Telstra likely has the most to lose, though not necessarily for mobile reception itself. A change to the way maps must be displayed means the country’s largest telco will have to remove roughly one million square kilometres from coverage maps, an area that’s roughly the size of NSW (but of course isn’t NSW).
The change comes following pushes by the other telcos that Telstra’s maps weren’t represented by real data, but were instead extrapolations of what mobile reach should be able to do.
It’s not possible to check every point in Australia, so telcos use estimations based on tower reach, power, signal levels, and topography and elevation to work out whether mobile reception will actually reach mobile phones and their users. It can be why a map may show reception where no reception is.
According to Telstra, the new map standard proposed by ACMA will show “no coverage” in areas where over a million Telstra customers use its service every month, and coverage that sees over 50,000 emergency calls made from every year.
It’s a logic Telstra has summarised with the following graphic, basically suggesting Telstra wanted to show points where there was limited to no service, basic service, and reliable service in grades, distinct to coverages vs no coverage.

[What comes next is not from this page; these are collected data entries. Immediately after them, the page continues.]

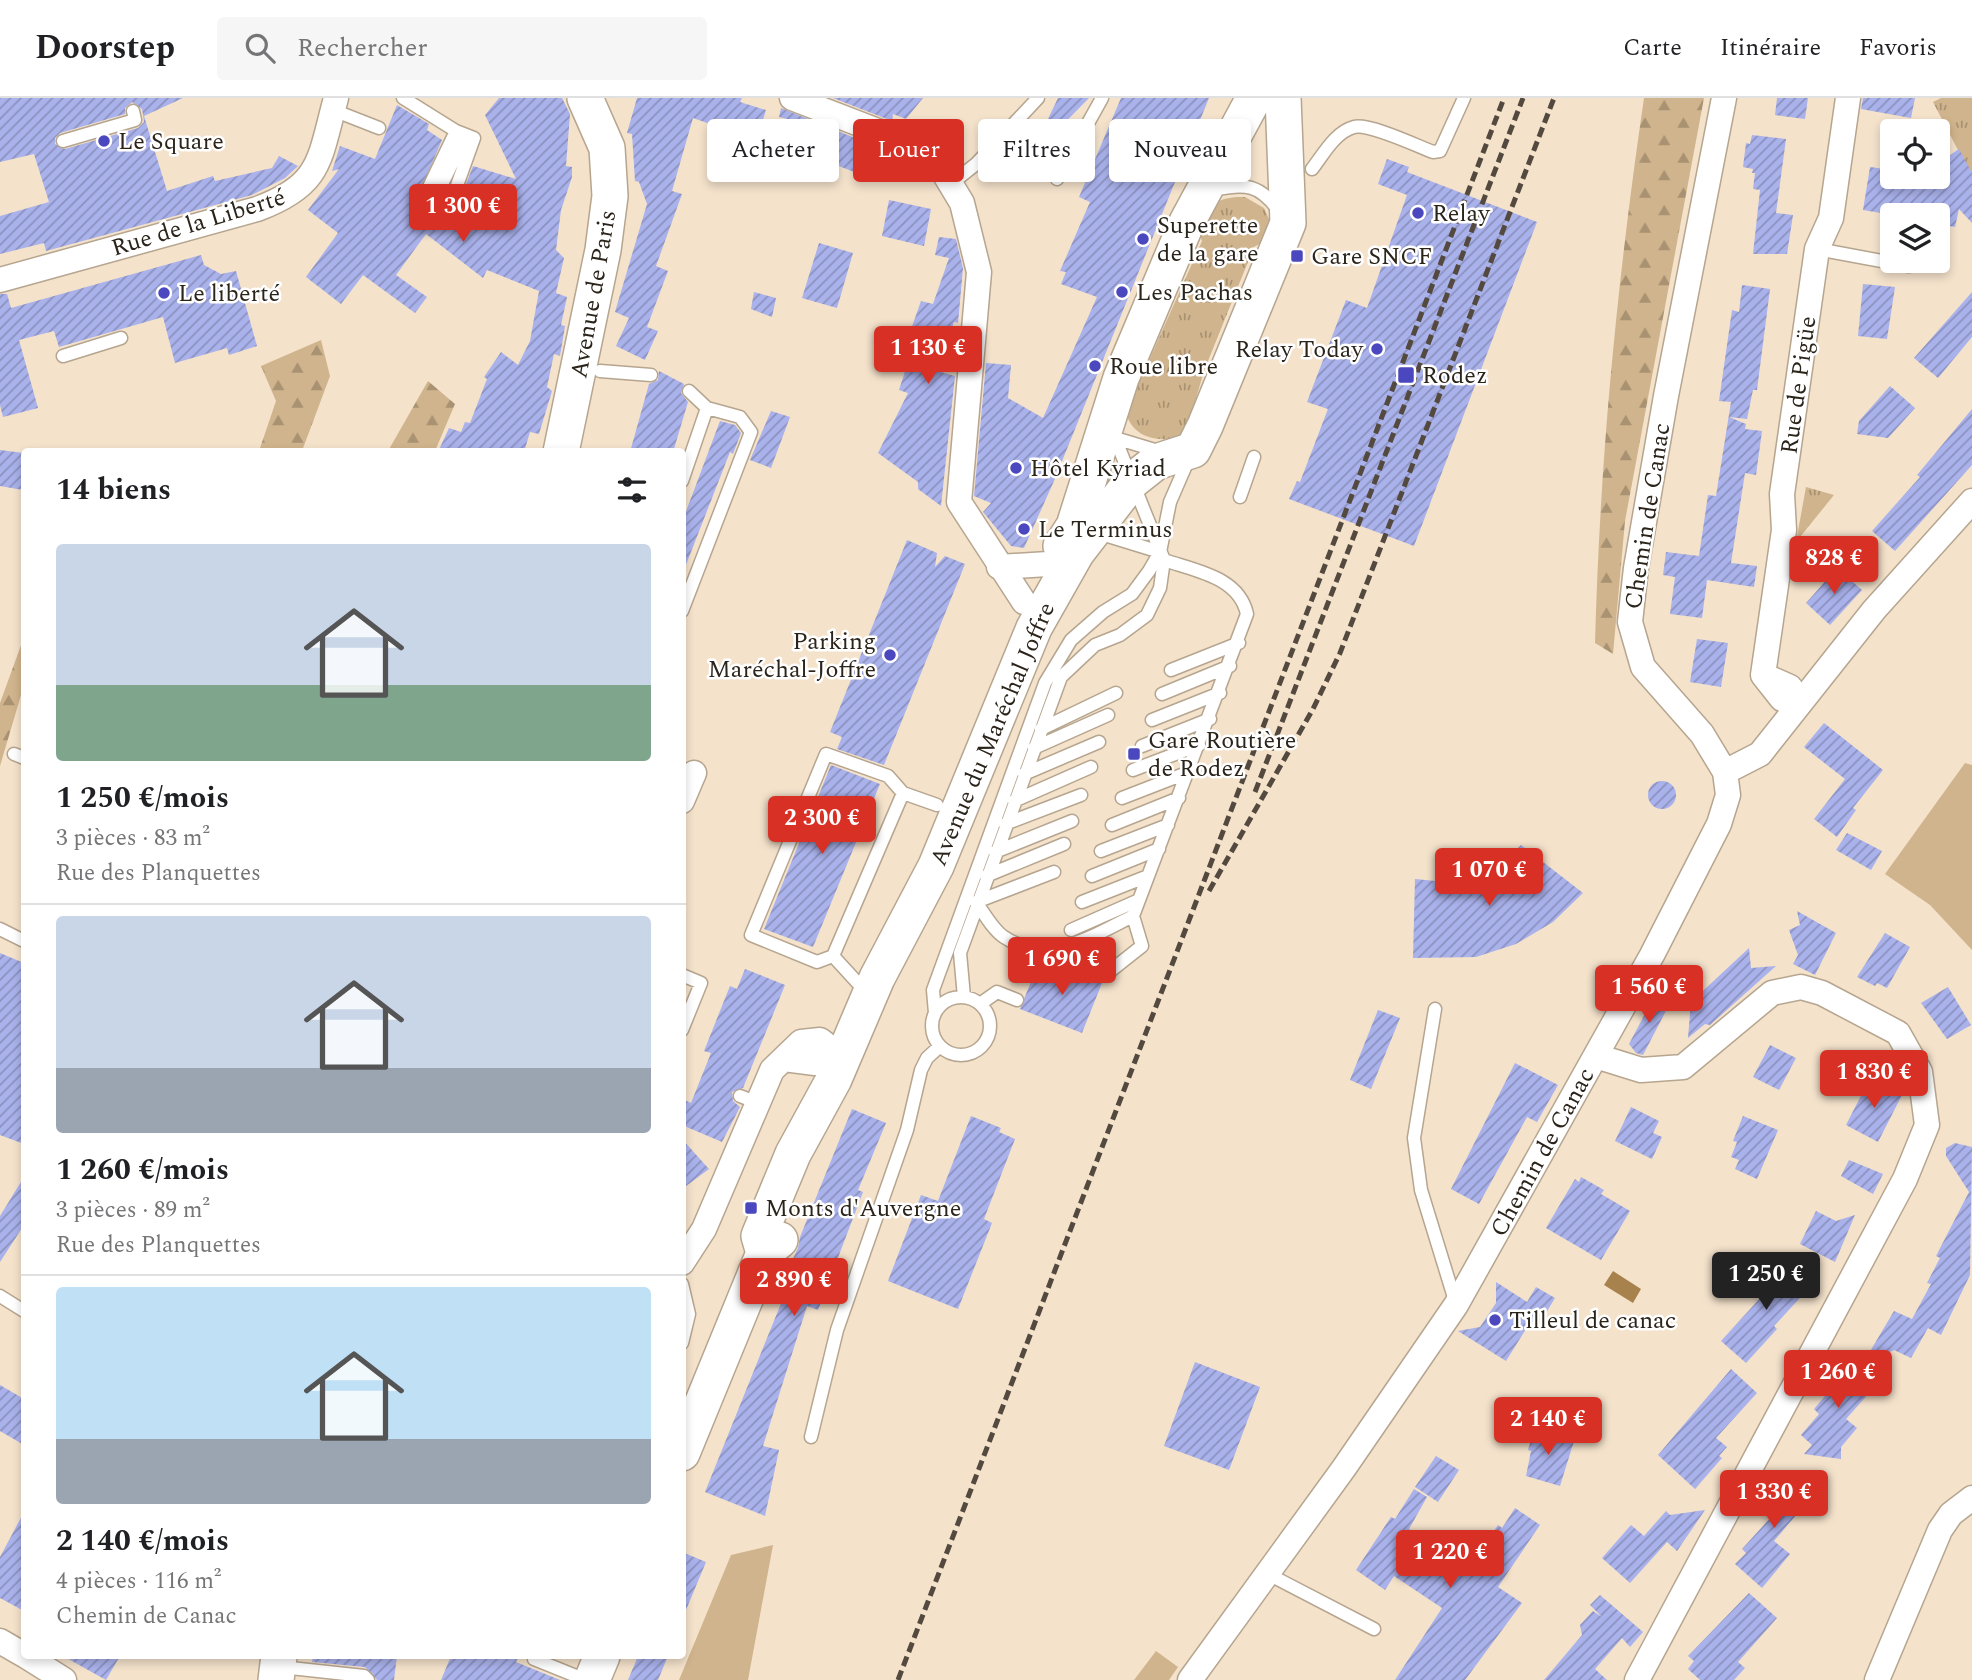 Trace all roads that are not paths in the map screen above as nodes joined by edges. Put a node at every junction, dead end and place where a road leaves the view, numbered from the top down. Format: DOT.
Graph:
graph roads {
  1 [pos="404,98"];
  2 [pos="585,98"];
  3 [pos="792,98"];
  4 [pos="1038,98"];
  5 [pos="1102,98"];
  6 [pos="1254,98"];
  7 [pos="1283,98"];
  8 [pos="1464,98"];
  9 [pos="1724,98"];
  10 [pos="1848,98"];
  11 [pos="335,104"];
  12 [pos="133,111"];
  13 [pos="1090,119"];
  14 [pos="379,128"];
  15 [pos="461,133"];
  16 [pos="62,141"];
  17 [pos="1312,169"];
  18 [pos="952,183"];
  19 [pos="440,188"];
  20 [pos="455,191"];
  21 [pos="1202,191"];
  22 [pos="461,221"];
  23 [pos="1288,223"];
  24 [pos="1817,249"];
  25 [pos="1880,261"];
  26 [pos="0,280"];
  27 [pos="121,338"];
  28 [pos="63,356"];
  29 [pos="600,371"];
  30 [pos="651,375"];
  31 [pos="689,391"];
  32 [pos="707,408"];
  33 [pos="1112,431"];
  34 [pos="562,448"];
  35 [pos="1194,450"];
  36 [pos="1254,457"];
  37 [pos="686,469"];
  38 [pos="1132,481"];
  39 [pos="1240,497"];
  40 [pos="1972,501"];
  41 [pos="1091,531"];
  42 [pos="1162,556"];
  43 [pos="1048,564"];
  44 [pos="999,567"];
  45 [pos="686,601"];
  46 [pos="1024,602"];
  47 [pos="1239,643"];
  48 [pos="1230,666"];
  49 [pos="1171,670"];
  50 [pos="1116,693"];
  51 [pos="1220,693"];
  52 [pos="1162,694"];
  53 [pos="1799,703"];
  54 [pos="1108,715"];
  55 [pos="1210,719"];
  56 [pos="1152,720"];
  57 [pos="1041,729"];
  58 [pos="1099,742"];
  59 [pos="1199,745"];
  60 [pos="1142,746"];
  61 [pos="1034,748"];
  62 [pos="1091,766"];
  63 [pos="1133,770"];
  64 [pos="1189,772"];
  65 [pos="1725,772"];
  66 [pos="1024,775"];
  67 [pos="903,793"];
  68 [pos="1081,795"];
  69 [pos="1122,798"];
  70 [pos="1179,798"];
  71 [pos="1014,801"];
  72 [pos="937,804"];
  73 [pos="1072,821"];
  74 [pos="1005,824"];
  75 [pos="1112,825"];
  76 [pos="1168,825"];
  77 [pos="1064,844"];
  78 [pos="1159,849"];
  79 [pos="1101,851"];
  80 [pos="995,852"];
  81 [pos="1054,872"];
  82 [pos="986,876"];
  83 [pos="1093,876"];
  84 [pos="1148,876"];
  85 [pos="1139,900"];
  86 [pos="976,902"];
  87 [pos="1082,902"];
  88 [pos="1133,916"];
  89 [pos="0,929"];
  90 [pos="1071,930"];
  91 [pos="21,940"];
  92 [pos="833,956"];
  93 [pos="1109,971"];
  94 [pos="686,977"];
  95 [pos="873,987"];
  96 [pos="964,997"];
  97 [pos="1017,1000"];
  98 [pos="980,1004"];
  99 [pos="1436,1009"];
  100 [pos="935,1013"];
  101 [pos="686,1020"];
  102 [pos="940,1046"];
  103 [pos="1596,1056"];
  104 [pos="838,1068"];
  105 [pos="686,1257"];
  106 [pos="0,1296"];
  107 [pos="686,1301"];
  108 [pos="1456,1305"];
  109 [pos="21,1309"];
  110 [pos="686,1326"];
  111 [pos="811,1437"];
  112 [pos="686,1443"];
  113 [pos="1972,1498"];
  114 [pos="1266,1573"];
  115 [pos="1374,1629"];
  116 [pos="0,1641"];
  117 [pos="21,1653"];
  118 [pos="31,1659"];
  119 [pos="534,1659"];
  120 [pos="600,1659"];
  121 [pos="277,1663"];
  122 [pos="64,1680"];
  123 [pos="368,1680"];
  124 [pos="586,1680"];
  125 [pos="592,1680"];
  126 [pos="1190,1680"];
  127 [pos="1637,1680"];
  128 [pos="1877,1680"];
  1 -- 15 [label="lane"];
  2 -- 34 [label="main road, Avenue de Paris"];
  3 -- 18 [label="street"];
  4 -- 18 [label="lane"];
  5 -- 13 [label="lane"];
  6 -- 21 [label="main road, Avenue du Maréchal Joffre"];
  7 -- 23 [label="main road"];
  8 -- 17 [label="lane"];
  9 -- 65 [label="street, Chemin de Canac"];
  10 -- 24 [label="street, Rue de Pigüe"];
  11 -- 14 [label="lane"];
  11 -- 26 [label="street, Rue de la Liberté"];
  12 -- 16 [label="lane"];
  15 -- 19 [label="lane"];
  15 -- 20 [label="lane"];
  15 -- 22 [label="lane"];
  18 -- 44 [label="street"];
  21 -- 23 [label="lane"];
  21 -- 33 [label="main road, Avenue du Maréchal Joffre"];
  23 -- 35 [label="main road"];
  24 -- 25 [label="lane"];
  24 -- 53 [label="street, Rue de Pigüe"];
  27 -- 28 [label="lane"];
  29 -- 30 [label="lane"];
  31 -- 32 [label="lane"];
  32 -- 37 [label="lane"];
  32 -- 45 [label="lane"];
  33 -- 35 [label="lane"];
  33 -- 38 [label="lane"];
  33 -- 43 [label="main road, Avenue du Maréchal Joffre"];
  35 -- 38 [label="main road, Avenue du Maréchal Joffre"];
  35 -- 42 [label="lane"];
  36 -- 39 [label="lane"];
  38 -- 41 [label="main road, Avenue du Maréchal Joffre"];
  38 -- 42 [label="lane"];
  40 -- 53 [label="street"];
  41 -- 42 [label="lane"];
  41 -- 95 [label="main road, Avenue du Maréchal Joffre"];
  42 -- 47 [label="lane"];
  42 -- 57 [label="lane"];
  42 -- 100 [label="lane"];
  43 -- 44 [label="street"];
  43 -- 46 [label="main road, Avenue du Maréchal Joffre"];
  44 -- 46 [label="street"];
  46 -- 72 [label="main road, Avenue du Maréchal Joffre"];
  47 -- 48 [label="lane"];
  47 -- 49 [label="lane"];
  48 -- 51 [label="lane"];
  48 -- 52 [label="lane"];
  50 -- 57 [label="lane"];
  51 -- 55 [label="lane"];
  51 -- 56 [label="lane"];
  53 -- 65 [label="street"];
  54 -- 61 [label="lane"];
  55 -- 59 [label="lane"];
  55 -- 60 [label="lane"];
  57 -- 61 [label="lane"];
  58 -- 66 [label="lane"];
  59 -- 63 [label="lane"];
  59 -- 64 [label="lane"];
  61 -- 66 [label="lane"];
  62 -- 71 [label="lane"];
  64 -- 69 [label="lane"];
  64 -- 70 [label="lane"];
  65 -- 103 [label="street, Chemin de Canac"];
  66 -- 71 [label="lane"];
  67 -- 72 [label="lane"];
  67 -- 92 [label="lane"];
  67 -- 92 [label="lane"];
  68 -- 74 [label="lane"];
  70 -- 75 [label="lane"];
  70 -- 76 [label="lane"];
  71 -- 74 [label="lane"];
  72 -- 95 [label="main road, Avenue du Maréchal Joffre"];
  73 -- 80 [label="lane"];
  74 -- 80 [label="lane"];
  76 -- 78 [label="lane"];
  76 -- 79 [label="lane"];
  77 -- 82 [label="lane"];
  78 -- 83 [label="lane"];
  78 -- 84 [label="lane"];
  80 -- 82 [label="lane"];
  81 -- 86 [label="lane"];
  82 -- 86 [label="lane"];
  84 -- 85 [label="lane"];
  84 -- 87 [label="lane"];
  85 -- 88 [label="lane"];
  85 -- 90 [label="lane"];
  86 -- 88 [label="lane"];
  86 -- 96 [label="lane"];
  88 -- 93 [label="lane"];
  89 -- 91 [label="lane"];
  92 -- 95 [label="lane"];
  94 -- 101 [label="lane"];
  95 -- 104 [label="main road, Avenue du Maréchal Joffre"];
  96 -- 98 [label="lane"];
  96 -- 100 [label="lane"];
  97 -- 98 [label="lane"];
  98 -- 102 [label="lane"];
  99 -- 108 [label="lane"];
  100 -- 102 [label="lane"];
  102 -- 111 [label="lane"];
  103 -- 108 [label="street, Chemin de Canac"];
  103 -- 127 [label="street"];
  104 -- 105 [label="street"];
  104 -- 112 [label="main road, Avenue du Maréchal Joffre"];
  106 -- 109 [label="lane"];
  107 -- 110 [label="lane"];
  108 -- 114 [label="street, Chemin de Canac"];
  113 -- 128 [label="street"];
  114 -- 115 [label="lane"];
  114 -- 126 [label="street, Chemin de Canac"];
  116 -- 117 [label="street"];
  118 -- 122 [label="street"];
  119 -- 124 [label="lane"];
  120 -- 125 [label="main road"];
  121 -- 123 [label="lane"];
} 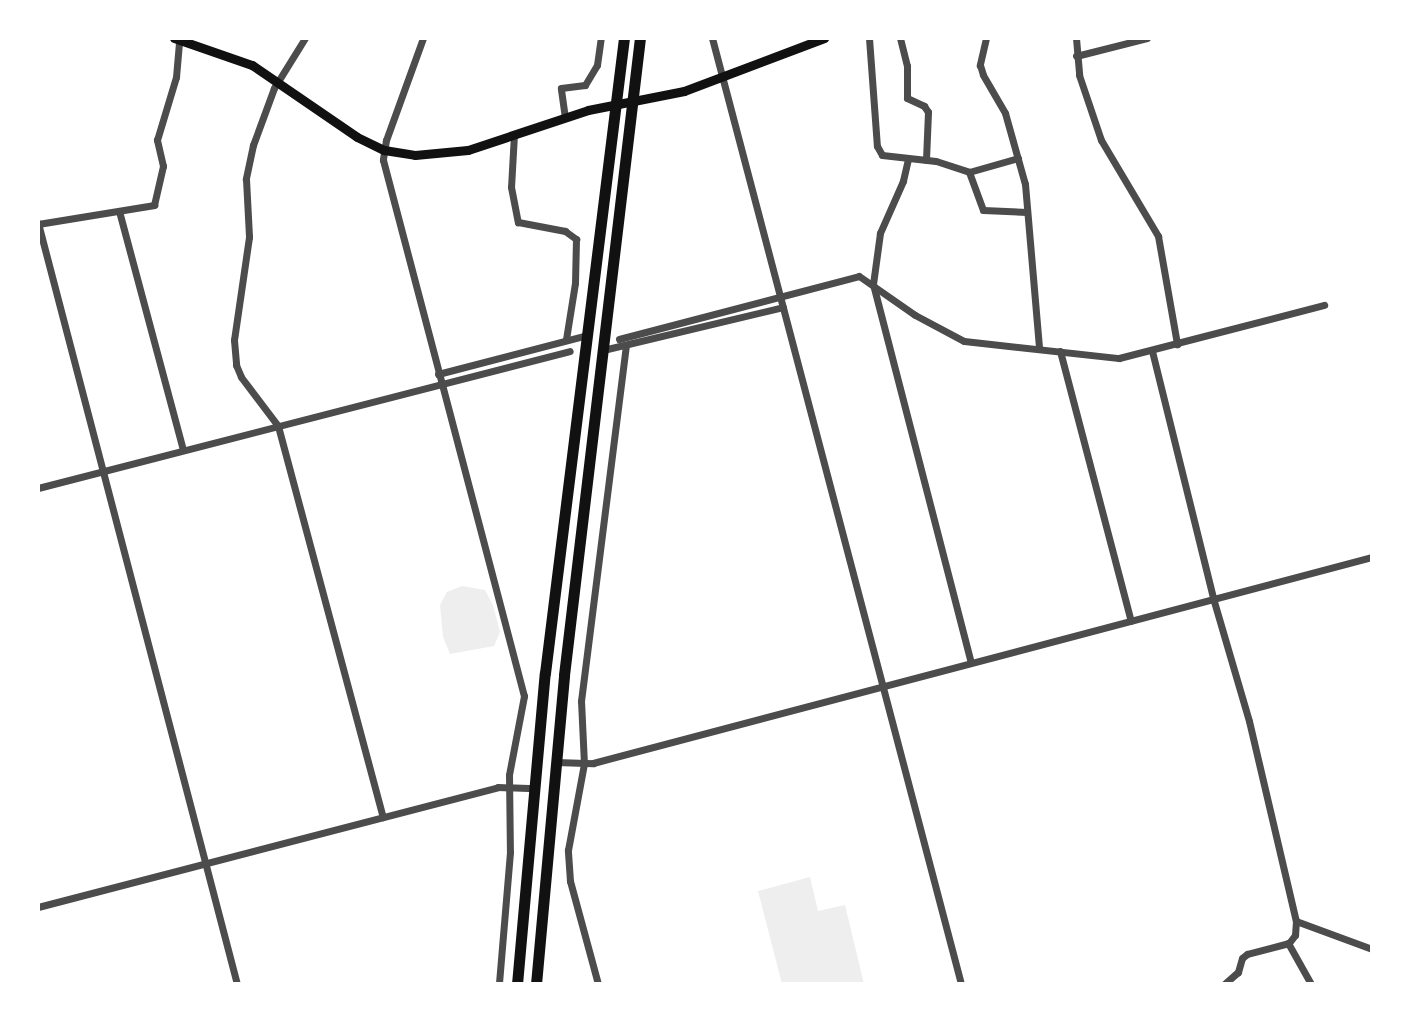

The problem is that Telstra’s maps rarely communicated that, and the telco has probably had every opportunity to fix things.
Even from a snapshot today, Telstra’s maps don’t follow that approach, simply showing where 5G performance is, where 4G performance is, and then an idea of “full coverage” that basically guarantees mere basic calls, but may simply be one bar.
It’s not even in a different colour. If anything, it seems to imply everywhere is good, without using elevations or colour changes to define how “full coverage” could vary wildly based on reception and reach.


Even where this journalist lives, the prediction from Telstra is full 4G and 5G coverage both indoors and outdoors (purple and green).
Yet the reality of one bar of mobile reception indoors and two outdoors paints a totally different picture, and one marred by regular dropouts when not supported by WiFi and voice-over-WiFi.
While new coverage maps won’t fix this, it may go some of the way to explain it. Instead of wondering why you’re getting little to no reception when the map implies you should, the map will simply say you shouldn’t get reception at all. The fact that you are for one bar isn’t the point; it may just not be a usable form of reception in any useful way.
Rather, ACMA’s new coverage map standards will use predictive modelling and “plain English descriptions” defining “what good, moderate, and basic mobile coverage mean”, the organisation said. The approach may simply infer that when you’re near a tower, the reception is good, while when you’re not, the reception isn’t.
It may instead shift the responsibility back to the telco to improve things, rather than to lean on the map and suggest reception does exist, which feels like the situation customers face right now.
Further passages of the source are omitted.